Chief Wildlife Warden, West Bengal, Bikash Bhaban (North Block), 3rd Floor, Salt Lake City, Calcutta 700 091, India. Tel.: 091-0333346900/ 0333583208; Fax: 091-033 3345946; E-mail: wildlife@cal.vsnl.net.in

The Sundarbans is believed to have once been a part of the sea for it is heavy silt deposits that has created the delta. The rich, isolated 10,000 sq. km. swamps were first thrown into public eye with the setting up of Project Tiger on the 4,262 sq. km. delta on the Indian side. The rest lies in Bangladesh. 2525 sq. km. of it were demarcated as the Sundarbans Tiger Reserve under the Wildlife (Protection) Act in 1973, and it was declared a wildlife sanctuary in 1977. A core area of 1,330 sq. km. was accorded the status of a National Park on May 4, 1984. The park was eventually recognised as a World Heritage Site in 1985.

Photo: Debal Sen/Sanctuary Photo Library.

Legends surrounding these swamps date back to 200-300 A.D. when the merchants of Chaand Saudagar built a city in the Baghmara forest area here, the ruins of which still stand today. The Sundarbans were also believed to have offered safe sanctuary to Raja Basand Rai and his nephew who faced a threat from the Moghul Emperor Akbar's army. Netidhopani still contains evidence of the protective structures built by them. Pirates and salt smugglers flourished here in the 17th century AD and used the swamps and ancient ruins to their advantage.

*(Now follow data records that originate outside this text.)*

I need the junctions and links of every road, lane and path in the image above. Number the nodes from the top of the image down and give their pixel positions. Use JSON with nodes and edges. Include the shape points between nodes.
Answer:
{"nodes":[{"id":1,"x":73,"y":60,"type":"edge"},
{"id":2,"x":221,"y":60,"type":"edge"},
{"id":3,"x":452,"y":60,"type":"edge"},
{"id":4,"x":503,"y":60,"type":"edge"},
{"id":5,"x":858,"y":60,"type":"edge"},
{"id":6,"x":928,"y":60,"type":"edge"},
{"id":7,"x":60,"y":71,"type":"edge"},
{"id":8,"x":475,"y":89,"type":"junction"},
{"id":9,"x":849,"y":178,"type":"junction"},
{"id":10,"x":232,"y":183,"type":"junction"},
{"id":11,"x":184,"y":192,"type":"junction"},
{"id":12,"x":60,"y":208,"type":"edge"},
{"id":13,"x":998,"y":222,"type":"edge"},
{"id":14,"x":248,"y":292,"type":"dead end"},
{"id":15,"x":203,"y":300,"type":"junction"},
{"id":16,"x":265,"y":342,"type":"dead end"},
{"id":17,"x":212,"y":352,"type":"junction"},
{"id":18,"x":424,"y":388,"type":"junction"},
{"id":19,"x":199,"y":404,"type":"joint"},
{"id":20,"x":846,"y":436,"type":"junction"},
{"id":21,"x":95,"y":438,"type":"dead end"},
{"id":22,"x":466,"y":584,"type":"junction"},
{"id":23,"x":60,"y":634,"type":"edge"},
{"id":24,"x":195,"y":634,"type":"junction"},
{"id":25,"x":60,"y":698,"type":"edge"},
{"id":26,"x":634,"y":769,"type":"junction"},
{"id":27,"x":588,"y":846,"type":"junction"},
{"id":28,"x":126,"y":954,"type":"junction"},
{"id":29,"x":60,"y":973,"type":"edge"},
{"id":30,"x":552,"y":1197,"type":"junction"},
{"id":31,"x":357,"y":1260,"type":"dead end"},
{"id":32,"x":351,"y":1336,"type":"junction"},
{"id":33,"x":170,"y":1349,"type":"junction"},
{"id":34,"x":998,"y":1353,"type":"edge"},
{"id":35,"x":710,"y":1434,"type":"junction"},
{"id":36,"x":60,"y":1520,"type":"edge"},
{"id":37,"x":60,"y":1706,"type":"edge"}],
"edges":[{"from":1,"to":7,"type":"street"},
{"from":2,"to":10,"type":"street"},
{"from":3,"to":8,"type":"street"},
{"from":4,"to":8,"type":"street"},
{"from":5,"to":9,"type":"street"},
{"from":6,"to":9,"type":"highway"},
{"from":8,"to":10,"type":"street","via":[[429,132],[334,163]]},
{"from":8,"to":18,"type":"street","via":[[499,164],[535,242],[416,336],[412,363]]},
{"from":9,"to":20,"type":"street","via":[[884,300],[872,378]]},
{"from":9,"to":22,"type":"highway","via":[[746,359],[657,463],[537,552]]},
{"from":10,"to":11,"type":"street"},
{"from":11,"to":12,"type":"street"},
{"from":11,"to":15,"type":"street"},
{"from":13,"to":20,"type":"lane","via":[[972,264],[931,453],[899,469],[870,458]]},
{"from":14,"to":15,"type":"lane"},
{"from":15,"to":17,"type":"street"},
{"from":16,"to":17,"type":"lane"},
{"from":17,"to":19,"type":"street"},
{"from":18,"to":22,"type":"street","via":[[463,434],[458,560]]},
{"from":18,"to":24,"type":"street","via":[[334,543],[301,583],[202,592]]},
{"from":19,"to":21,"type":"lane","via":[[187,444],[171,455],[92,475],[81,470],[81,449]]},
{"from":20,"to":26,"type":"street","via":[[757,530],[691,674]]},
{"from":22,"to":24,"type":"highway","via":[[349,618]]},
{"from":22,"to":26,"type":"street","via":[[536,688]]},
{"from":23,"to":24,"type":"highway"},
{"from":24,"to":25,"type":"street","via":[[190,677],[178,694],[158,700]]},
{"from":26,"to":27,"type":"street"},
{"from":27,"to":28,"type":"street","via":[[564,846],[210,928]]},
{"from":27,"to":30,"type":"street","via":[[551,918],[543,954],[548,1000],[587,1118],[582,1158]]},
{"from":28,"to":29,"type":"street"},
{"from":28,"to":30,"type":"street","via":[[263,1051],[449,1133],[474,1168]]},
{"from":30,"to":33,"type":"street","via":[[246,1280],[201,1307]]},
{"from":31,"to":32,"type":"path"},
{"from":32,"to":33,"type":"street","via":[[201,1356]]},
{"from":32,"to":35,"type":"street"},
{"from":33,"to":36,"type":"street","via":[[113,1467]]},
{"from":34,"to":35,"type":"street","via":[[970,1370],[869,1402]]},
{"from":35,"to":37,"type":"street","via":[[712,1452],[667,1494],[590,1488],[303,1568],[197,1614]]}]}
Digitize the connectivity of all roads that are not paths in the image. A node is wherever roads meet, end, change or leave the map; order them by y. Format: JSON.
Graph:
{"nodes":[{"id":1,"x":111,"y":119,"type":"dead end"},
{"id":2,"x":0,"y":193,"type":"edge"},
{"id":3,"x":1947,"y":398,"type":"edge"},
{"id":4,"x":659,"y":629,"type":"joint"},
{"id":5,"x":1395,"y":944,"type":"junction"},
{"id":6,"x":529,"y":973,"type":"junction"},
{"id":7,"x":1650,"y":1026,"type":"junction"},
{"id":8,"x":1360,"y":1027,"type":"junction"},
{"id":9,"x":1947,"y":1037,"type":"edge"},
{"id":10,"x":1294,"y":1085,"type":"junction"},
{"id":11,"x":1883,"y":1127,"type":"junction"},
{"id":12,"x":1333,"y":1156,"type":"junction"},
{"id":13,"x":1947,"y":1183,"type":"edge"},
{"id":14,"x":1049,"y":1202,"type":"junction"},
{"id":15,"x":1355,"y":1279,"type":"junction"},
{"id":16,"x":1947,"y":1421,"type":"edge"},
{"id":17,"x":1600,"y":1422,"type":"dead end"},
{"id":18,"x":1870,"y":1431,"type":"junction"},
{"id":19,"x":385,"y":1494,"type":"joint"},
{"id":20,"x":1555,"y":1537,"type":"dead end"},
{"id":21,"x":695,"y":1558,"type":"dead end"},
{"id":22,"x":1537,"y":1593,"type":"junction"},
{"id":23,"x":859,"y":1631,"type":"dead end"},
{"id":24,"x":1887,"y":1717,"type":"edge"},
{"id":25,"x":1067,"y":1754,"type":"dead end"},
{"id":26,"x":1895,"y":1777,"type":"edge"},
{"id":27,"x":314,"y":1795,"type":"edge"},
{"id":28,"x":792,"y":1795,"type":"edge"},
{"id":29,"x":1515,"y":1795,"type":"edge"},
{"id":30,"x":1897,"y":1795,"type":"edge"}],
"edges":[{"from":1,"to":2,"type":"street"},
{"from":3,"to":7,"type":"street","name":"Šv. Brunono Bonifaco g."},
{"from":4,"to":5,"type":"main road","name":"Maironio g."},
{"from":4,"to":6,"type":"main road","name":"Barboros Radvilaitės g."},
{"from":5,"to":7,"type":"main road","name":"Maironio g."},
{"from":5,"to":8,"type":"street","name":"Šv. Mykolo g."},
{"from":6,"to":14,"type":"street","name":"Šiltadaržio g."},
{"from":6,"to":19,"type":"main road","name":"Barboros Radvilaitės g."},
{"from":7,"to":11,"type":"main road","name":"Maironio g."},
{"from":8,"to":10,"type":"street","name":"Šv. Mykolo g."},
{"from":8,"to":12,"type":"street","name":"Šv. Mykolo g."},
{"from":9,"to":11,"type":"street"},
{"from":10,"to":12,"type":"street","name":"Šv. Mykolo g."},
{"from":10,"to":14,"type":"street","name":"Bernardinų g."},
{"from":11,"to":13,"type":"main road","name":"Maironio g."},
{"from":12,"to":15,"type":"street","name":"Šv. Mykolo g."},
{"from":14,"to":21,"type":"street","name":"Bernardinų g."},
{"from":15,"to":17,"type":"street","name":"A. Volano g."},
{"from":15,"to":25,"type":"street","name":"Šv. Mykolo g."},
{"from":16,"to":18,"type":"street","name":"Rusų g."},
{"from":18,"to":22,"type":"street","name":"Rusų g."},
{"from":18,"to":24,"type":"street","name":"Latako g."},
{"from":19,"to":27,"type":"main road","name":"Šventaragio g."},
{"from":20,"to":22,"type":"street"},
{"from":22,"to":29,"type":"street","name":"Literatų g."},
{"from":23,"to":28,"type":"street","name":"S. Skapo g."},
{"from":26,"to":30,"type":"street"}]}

The Sundarbans is an integral part of the Bengali ethos and culture and has been featured prominently in Bengali literature and art. The novel 'Kapal Kundla' by Bankim Chandra Chatterjee and the sixties' film Ganga are only an indication of the inspiration they have provided to writers, poets and film-makers over several years. The hilsa fish that spawns in the Sundarbans is the pride of Bengali cuisine.

For protection from tigers, locals wear brightly coloured facemasks on the back of their heads (for they feel the tiger springs from behind) when they venture into the jungle, in the hope that such ploys may keep them safe. They worship Banbibi (the forest goddess) and Dakshin Ray (a demon that is said to assume the avatar of a tiger) for protection from tigers. Narayani, Maklukhan, Sa Jungli and Gazi Saheb are the other deities propitiated in return for safety.